なる。ただし待つだけと放置は別物だ。成立する待ち方の条件と、限界が来た時の切り替えを書く。
この記事の要点
- 待つだけの転職は、経歴の書き込みと月1更新を条件に成立する
- スカウトは経歴の検索で動く。検索キーワードを意識して書く
- 届くスカウトの層は市場データ。読み方を知ると待ち時間が資産になる
- 1〜2ヶ月動きがなければ、書き方修正かエージェント追加へ切り替える
待つだけが成立する仕組み。検索されるのはあなたの経歴だ
スカウト型サービスの内側では、企業とヘッドハンターが登録者の経歴をキーワードで検索している。職種名・スキル名・業界・年収帯・役割。つまりあなたが待っている間、働いているのは書いた経歴だ。

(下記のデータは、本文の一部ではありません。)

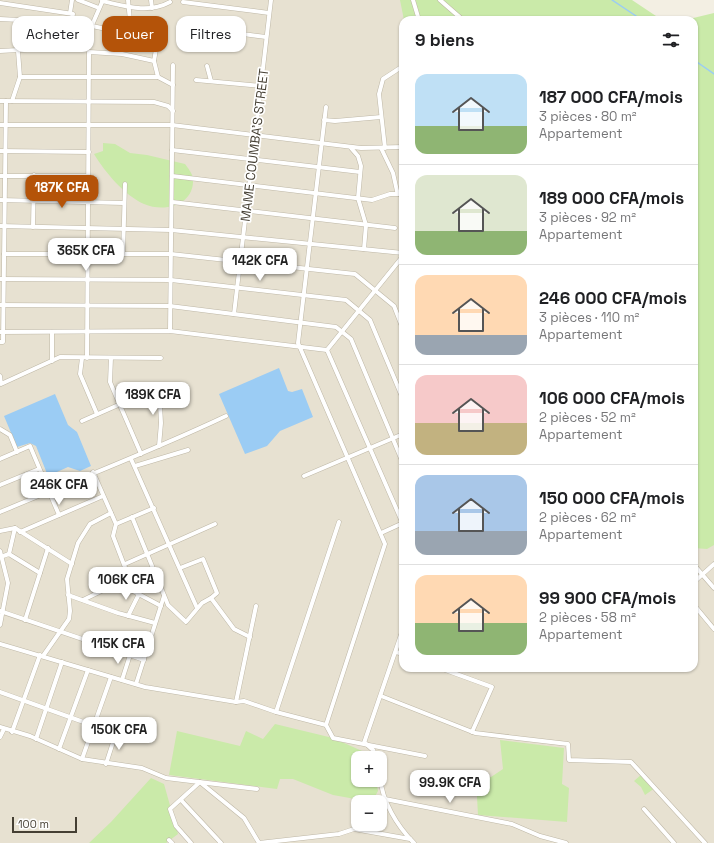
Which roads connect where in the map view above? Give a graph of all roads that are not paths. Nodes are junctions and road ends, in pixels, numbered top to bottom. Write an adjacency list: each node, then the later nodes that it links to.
1 (72, 0): 16 (street)
2 (78, 0): 14 (street)
3 (128, 0): 13 (street)
4 (151, 0): 15 (street)
5 (271, 0): 17 (street, MAME COUMBA'S STREET)
6 (413, 0): 20 (street)
7 (440, 0): 21 (street)
8 (103, 1): 13 (street); 14 (street)
9 (9, 2): 12 (street); 16 (street)
10 (170, 2): 15 (street)
11 (183, 2): 17 (street)
12 (0, 3)
13 (128, 7): 15 (street); 19 (street)
14 (100, 8): 24 (street)
15 (152, 8)
16 (70, 13): 18 (street)
17 (269, 13): 26 (street, MAME COUMBA'S STREET)
18 (73, 16)
19 (129, 16)
20 (418, 16)
21 (458, 16)
22 (0, 20): 23 (street)
23 (12, 20)
24 (94, 22)
25 (246, 34): 26 (street)
26 (266, 37): 42 (street, MAME COUMBA'S STREET)
27 (0, 51): 28 (street)
28 (12, 51)
29 (18, 52): 36 (street)
30 (156, 52): 32 (street)
31 (117, 53): 32 (street); 38 (street)
32 (154, 61): 37 (street)
33 (173, 65): 41 (street)
34 (207, 66): 40 (street)
35 (399, 69): 49 (street)
36 (20, 77): 38 (street); 45 (street)
37 (158, 77): 38 (street); 41 (street)
38 (89, 78): 46 (street)
39 (196, 80): 40 (street)
40 (211, 81): 42 (street)
41 (173, 85): 48 (street)
42 (261, 86): 55 (street, MAME COUMBA'S STREET)
43 (0, 101): 44 (street)
44 (6, 101): 45 (street); 52 (street)
45 (12, 101): 46 (street)
46 (89, 102): 48 (street); 53 (street)
47 (326, 107): 50 (street)
48 (173, 111): 54 (street)
49 (381, 117): 50 (street); 58 (street)
50 (324, 120): 56 (street)
51 (0, 125): 52 (street)
52 (6, 125): 53 (street); 62 (street)
53 (89, 125): 54 (street); 63 (street)
54 (172, 125): 55 (street); 60 (street)
55 (255, 136): 56 (street); 64 (street, MAME COUMBA'S STREET)
56 (321, 144): 57 (street); 65 (street)
57 (351, 147): 58 (street); 66 (street)
58 (383, 148): 59 (street); 74 (street)
59 (399, 148)
60 (172, 150): 64 (street); 70 (street)
61 (0, 151): 62 (street)
62 (5, 151): 63 (street); 68 (street)
63 (88, 152): 69 (street)
64 (252, 159): 65 (street); 72 (street, MAME COUMBA'S STREET)
65 (319, 167): 66 (street); 73 (street)
66 (360, 172): 75 (street)
67 (34, 175): 68 (street); 69 (street); 77 (street)
68 (2, 176): 76 (street)
69 (88, 176): 78 (street)
70 (172, 176): 72 (street); 80 (street)
71 (125, 184): 79 (street)
72 (249, 185): 73 (street); 81 (street, MAME COUMBA'S STREET)
73 (316, 193): 75 (street); 82 (street)
74 (398, 194): 75 (street)
75 (358, 198): 83 (street)
76 (2, 200): 77 (street); 84 (street)
77 (34, 201): 78 (street); 85 (street)
78 (88, 202): 79 (street); 86 (street)
79 (124, 202): 87 (street)
80 (172, 202): 81 (street); 89 (street)
81 (246, 211): 82 (street); 90 (street, MAME COUMBA'S STREET)
82 (313, 219): 83 (street); 91 (street)
83 (366, 225): 88 (street); 92 (street)
84 (2, 226): 85 (street); 93 (street)
85 (33, 227): 86 (street)
86 (88, 227): 87 (street); 94 (street)
87 (123, 228): 89 (street); 95 (street)
88 (395, 228)
89 (172, 230): 90 (street); 96 (street)
90 (243, 237): 91 (street); 99 (street, MAME COUMBA'S STREET)
91 (310, 244): 92 (street); 100 (street)
92 (364, 249): 97 (street)
93 (4, 254): 94 (street); 101 (street)
94 (88, 254): 95 (street); 102 (street)
95 (123, 254): 96 (street)
96 (171, 254): 99 (street); 103 (street)
97 (399, 254)
98 (399, 260): 105 (street)
99 (240, 262): 100 (street); 104 (street, MAME COUMBA'S STREET)
100 (307, 269): 105 (street); 106 (street)
101 (2, 279): 102 (street); 107 (street)
102 (88, 280): 103 (street); 108 (street)
103 (171, 280): 104 (street); 109 (street)
104 (237, 288): 106 (street); 111 (street, MAME COUMBA'S STREET)
105 (375, 291): 110 (street); 112 (street)
106 (304, 295): 110 (street); 113 (street)
107 (2, 305): 108 (street); 115 (street)
108 (87, 306): 109 (street); 117 (street)
109 (170, 306): 111 (street); 114 (street)
110 (359, 311): 118 (street); 127 (street)
111 (234, 314): 113 (street)
112 (399, 319)
113 (301, 322): 118 (street); 120 (street)
114 (170, 331): 117 (street); 120 (street)
115 (2, 332): 116 (street); 119 (street)
116 (52, 332): 117 (street); 125 (street)
117 (87, 332): 122 (street)
118 (342, 332): 121 (street); 134 (street)
119 (0, 342)
120 (300, 348): 121 (street); 141 (street)
121 (327, 350): 136 (street)
122 (85, 358): 123 (street); 125 (street); 129 (street)
123 (111, 358): 124 (street); 128 (street)
124 (161, 358)
125 (52, 361): 126 (street)
126 (0, 376)
127 (399, 390)
128 (120, 404): 129 (street); 135 (street); 140 (street)
129 (97, 414): 131 (street)
130 (226, 416): 135 (street)
131 (82, 421)
132 (0, 429): 138 (street)
133 (399, 436): 134 (street)
134 (393, 438): 136 (street); 139 (street)
135 (159, 446): 140 (street)
136 (370, 448): 141 (street); 154 (street)
137 (188, 450): 144 (street)
138 (18, 452): 142 (street); 145 (street)
139 (399, 453)
140 (141, 454): 143 (street)
141 (348, 457): 147 (street); 164 (street)
142 (0, 459)
143 (131, 459): 144 (street); 146 (street)
144 (135, 466): 151 (street)
145 (39, 469): 148 (street); 149 (street)
146 (93, 472): 149 (street); 150 (street)
147 (304, 476)
148 (0, 485)
149 (49, 491): 152 (street); 155 (street)
150 (103, 496): 153 (street); 155 (street)
151 (154, 508): 156 (street); 165 (street)
152 (0, 512)
153 (111, 513): 158 (street); 170 (street)
154 (399, 514)
155 (59, 515): 163 (street)
156 (132, 517): 158 (street); 168 (street)
157 (339, 522): 215 (street)
158 (116, 524): 171 (street)
159 (215, 524): 165 (street)
160 (399, 525): 164 (street)
161 (15, 528): 162 (street); 163 (street); 167 (street)
162 (0, 531)
163 (20, 532): 166 (street)
164 (381, 533): 218 (street)
165 (169, 544): 168 (street); 173 (street)
166 (48, 548): 170 (street); 175 (street)
167 (9, 554): 169 (street); 175 (street)
168 (147, 554): 171 (street); 182 (street)
169 (0, 555): 189 (street)
170 (72, 564): 181 (street)
171 (125, 564): 178 (street)
172 (714, 564): 176 (street)
173 (180, 568): 183 (street); 187 (street)
174 (698, 570): 176 (street)
175 (40, 573): 191 (street)
176 (702, 575): 177 (street); 179 (street)
177 (698, 578)
178 (118, 583): 180 (street); 184 (street)
179 (714, 588)
180 (139, 594): 185 (street); 190 (street)
181 (68, 595): 184 (street); 195 (street)
182 (164, 595): 185 (street); 187 (street)
183 (211, 598): 187 (street); 196 (street)
184 (83, 600): 190 (street)
185 (161, 606): 192 (street)
186 (256, 606): 196 (street)
187 (197, 608)
188 (698, 610): 194 (street)
189 (1, 612): 191 (street); 193 (street)
190 (128, 616): 192 (street)
191 (25, 620): 195 (street)
192 (155, 623): 203 (street)
193 (0, 625)
194 (714, 629)
195 (60, 631): 201 (street); 202 (street)
196 (250, 637): 213 (street)
197 (399, 642): 199 (street)
198 (0, 644): 202 (street)
199 (396, 652): 200 (street); 211 (street)
200 (399, 653)
201 (130, 655): 203 (street); 208 (street)
202 (41, 656): 204 (street); 212 (street)
203 (144, 660): 209 (street)
204 (62, 662): 205 (street); 214 (street)
205 (88, 670): 207 (street); 216 (street)
206 (451, 672): 221 (street)
207 (111, 677): 208 (street); 217 (street)
208 (122, 680): 209 (street)
209 (136, 684): 213 (street)
210 (0, 692): 212 (street)
211 (382, 696): 221 (street); 226 (street)
212 (24, 700): 214 (street); 220 (street)
213 (236, 702): 215 (street)
214 (47, 709): 216 (street); 225 (street)
215 (276, 712): 218 (street)
216 (70, 717): 217 (street); 227 (street)
217 (94, 725): 222 (street); 230 (street)
218 (326, 726): 226 (street)
219 (2, 728): 220 (street); 223 (street)
220 (12, 732): 225 (street)
221 (472, 732): 244 (street)
222 (116, 733): 224 (street); 231 (street)
223 (0, 737)
224 (128, 738)
225 (36, 739): 227 (street)
226 (364, 743): 228 (street); 229 (street)
227 (58, 749): 230 (street)
228 (374, 751)
229 (425, 756)
230 (82, 759): 231 (street)
231 (106, 764): 232 (street)
232 (200, 782): 233 (street); 234 (street); 238 (street)
233 (257, 789)
234 (181, 800): 239 (street); 240 (street)
235 (387, 800): 242 (street)
236 (387, 803): 238 (street)
237 (644, 809): 243 (street)
238 (410, 839): 241 (street)
239 (191, 843)
240 (221, 843)
241 (414, 843)
242 (566, 843)
243 (674, 843)
244 (705, 843)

だから待つだけ転職の成否は、登録した日の30分で決まる。
- 数字を入れる。売上・人数・改善率。検索後の絞り込みで生き残るのは数字のある経歴だ
- 正式名称で書く。社内用語でなく、市場で通じる職種名・ツール名・スキル名。検索は正式名称で走る
- 役割を書く。リーダー・マネジメント経験の一言が、届くスカウトの階層を分ける
この書き込みをやった人の待ちは、やっていない人の待ちと別のゲームになる。
放置と待ちを分ける、月1回の更新
多くのスカウトサービスは、最終ログインや更新日時が新しい登録者を優先的に表示する。企業側も、返信が来そうなアクティブ会員からスカウトを送る。
つまり、月1回ログインして経歴を一行でも触るだけで、あなたは「待っている人」の棚に残り続ける。放置すると棚の奥へ沈む。この更新頻度の具体的な運用はスカウト型のレジュメ更新頻度で書いた。
待ち時間の副産物。届くスカウトは市場の答案だ
待つだけ転職には、転職しなくても得るものがある。届くスカウトの層(業界・年収帯・役割)は、市場があなたをどう見ているかの実測データだ。

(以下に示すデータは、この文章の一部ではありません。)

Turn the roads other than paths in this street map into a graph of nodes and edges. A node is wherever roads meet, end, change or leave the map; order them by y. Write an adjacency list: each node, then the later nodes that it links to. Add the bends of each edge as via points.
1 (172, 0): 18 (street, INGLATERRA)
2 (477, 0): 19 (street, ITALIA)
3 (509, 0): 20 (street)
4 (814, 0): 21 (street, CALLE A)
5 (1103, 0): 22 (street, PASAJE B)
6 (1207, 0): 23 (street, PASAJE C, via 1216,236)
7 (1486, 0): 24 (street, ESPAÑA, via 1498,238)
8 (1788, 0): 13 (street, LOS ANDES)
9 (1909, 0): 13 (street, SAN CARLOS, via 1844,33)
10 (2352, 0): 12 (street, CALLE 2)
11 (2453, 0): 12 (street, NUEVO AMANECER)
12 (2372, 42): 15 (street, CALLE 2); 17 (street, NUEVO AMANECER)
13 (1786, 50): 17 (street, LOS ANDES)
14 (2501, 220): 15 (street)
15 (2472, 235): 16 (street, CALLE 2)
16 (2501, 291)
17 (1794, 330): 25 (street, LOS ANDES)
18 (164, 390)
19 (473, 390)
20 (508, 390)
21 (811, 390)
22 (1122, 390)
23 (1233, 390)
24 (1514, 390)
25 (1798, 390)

- 現年収より上の帯から届く→動けば上がる可能性が高い
- 同じ帯ばかり→今動くより、実績を1つ積んでからが得
- 想定外の業界から届く→あなたのスキルの意外な換金先が見えた
このデータは、いざ本気で動く時の企業選びと年収交渉の土台になる。待つだけの期間は、サボりではなく計測期間だ。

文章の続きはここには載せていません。